In his headquarters within the historic Bala Hisar Fort, Maj. Gen. Tariq Khan, the straight-talking commander of Pakistan’s Frontier Corps, told me, “A year ago, NATO convoy routes were threatened, 50 people had been kidnapped … and the Taliban had taken Dir and were entering Buner,” only 60 miles from the capital, Islamabad. The historic valley of Swat was under Taliban rule, and the militants seemed unstoppable.

But then the Pakistani Taliban overreached and violated a peace deal with the government. Public opinion, which had viewed the battle against the Taliban as America’s war, turned against the militants.

The military and Frontier Corps first cleared Swat and other tribal areas, then conducted a major offensive in South Waziristan, destroying the Taliban’s bases, heavy weapons, and communications. Many fighters and key leaders fled to North Waziristan, but U.S. Predator drone strikes (for which Pakistan covertly provides intelligence) have badly hurt their ranks.

“The basic fear is gone,” said Malik Naveed Khan, inspector general of the police in the North-West Frontier Province (recently renamed Khyber-Pakhtoonkhwa in a bow to Pashtun pride). People are listening to music and dancing at festivities again — activities that were banned under the Taliban — and a local university even held a big fashion show last week.

As the military clears more areas, “the people get more confident, and tribal elders get lashkars going,” Gen. Khan said, referring to tribal self-defense forces that are now being raised by the thousands.

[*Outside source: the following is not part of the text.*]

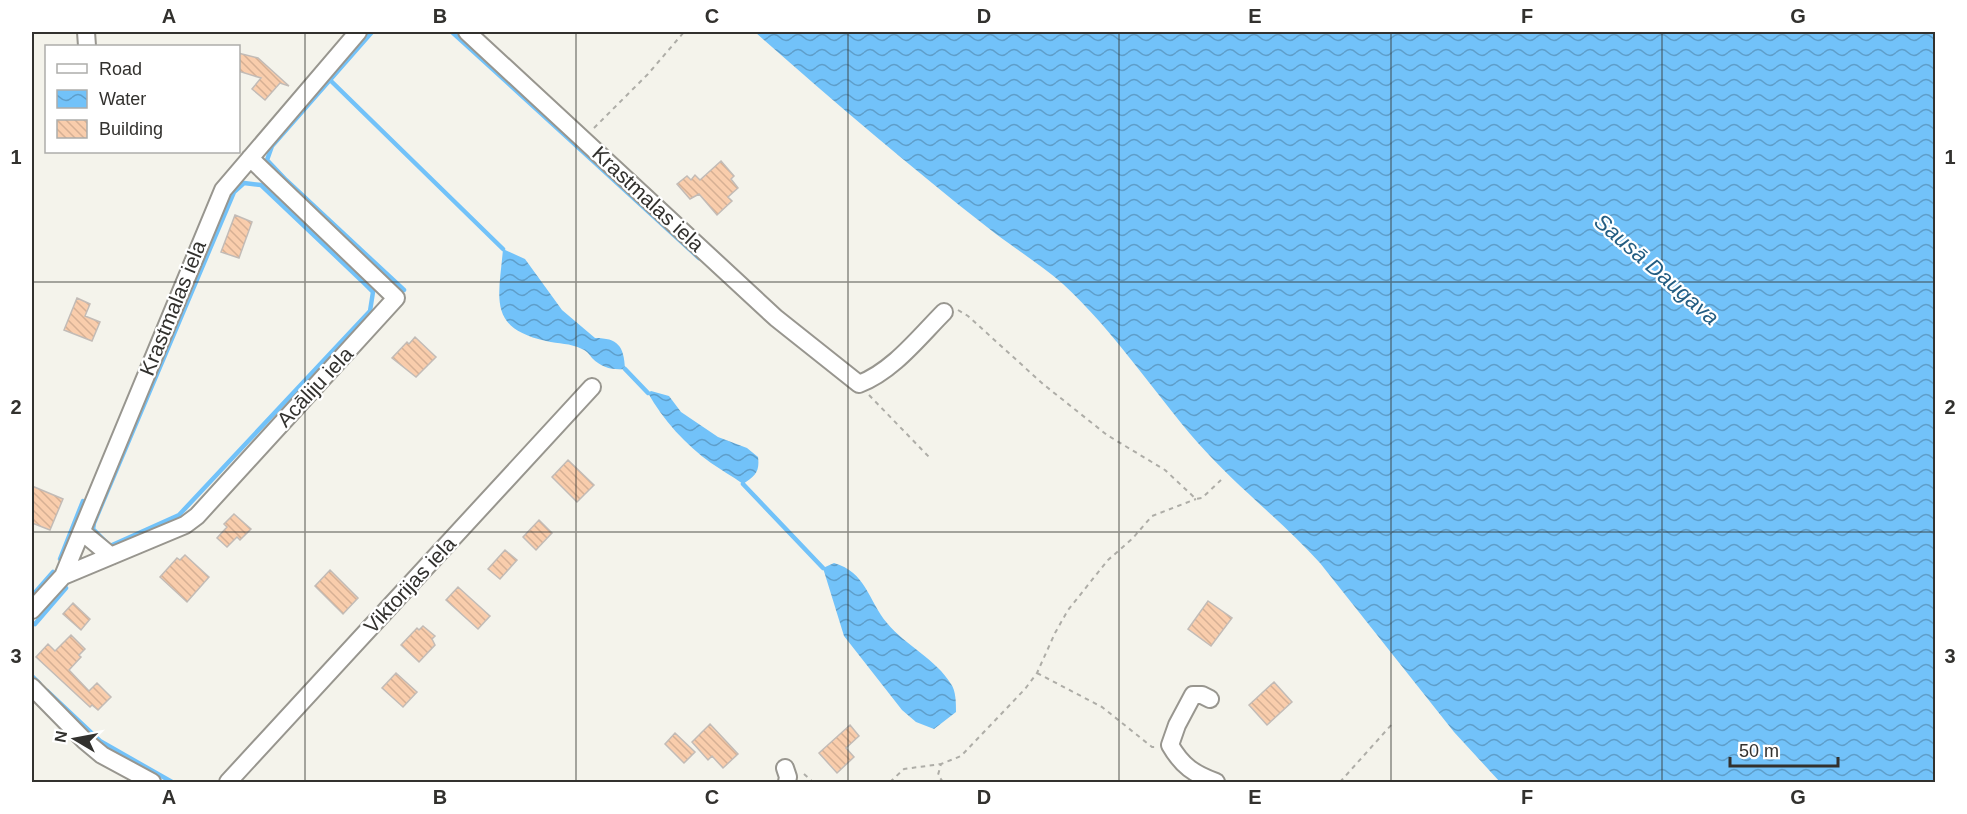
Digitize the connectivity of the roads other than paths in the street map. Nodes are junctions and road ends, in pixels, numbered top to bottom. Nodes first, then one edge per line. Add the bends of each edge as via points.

The fight is far from over. A pile of twisted metal marks the spot where militants attacked the U.S. consulate in Peshawar last week. And the public is still soft on Afghan Taliban and the increasingly dangerous militants who target India over Kashmir.

Yet the overall shift in public attitudes toward these Pakistani jihadis seems irreversible. It reflects a revulsion at suicide bombings and the harsh tactics of the Taliban. Pakistani officials note that 2,677 law enforcement officers and 5,288 civilians from Swat and the tribal areas have died in the fighting since 2007.

So some patience is merited when Pakistanis push back against U.S. pressure for them to open another front in North Waziristan and take out the leaders of the Haqqani network of Afghan Taliban, who use that area as a haven from which to attack eastern Afghan provinces. The Pakistanis say they don’t have the resources yet to open another front. (They have already moved about 100,000 troops designated for the eastern Indian front to their western border.)

“Which state would bypass militant ogres who is directly attacking us and go for someone who is not?” asked Maj. Gen. Athar Abbas, the military’s spokesman. Abbas insists that, given the interconnections between all of the Taliban groups, progress against Pakistani Taliban benefits the international community as well.

He says Pakistan is trying to “shape” the battlefield in North Waziristan by clearing adjacent tribal regions and doing small, targeted operations. Meantime, cooperation between U.S. and Pakistani forces on both sides of the Afghan border, while imperfect, is growing.

Some Pakistani analysts believe their military, in the end, will have no choice but to conduct a major clearing operation in the area. In the meantime, let’s be thankful that Taliban overreach pushed Pakistan to take on its own jihadis. Destroying some Taliban networks helps undercut them all.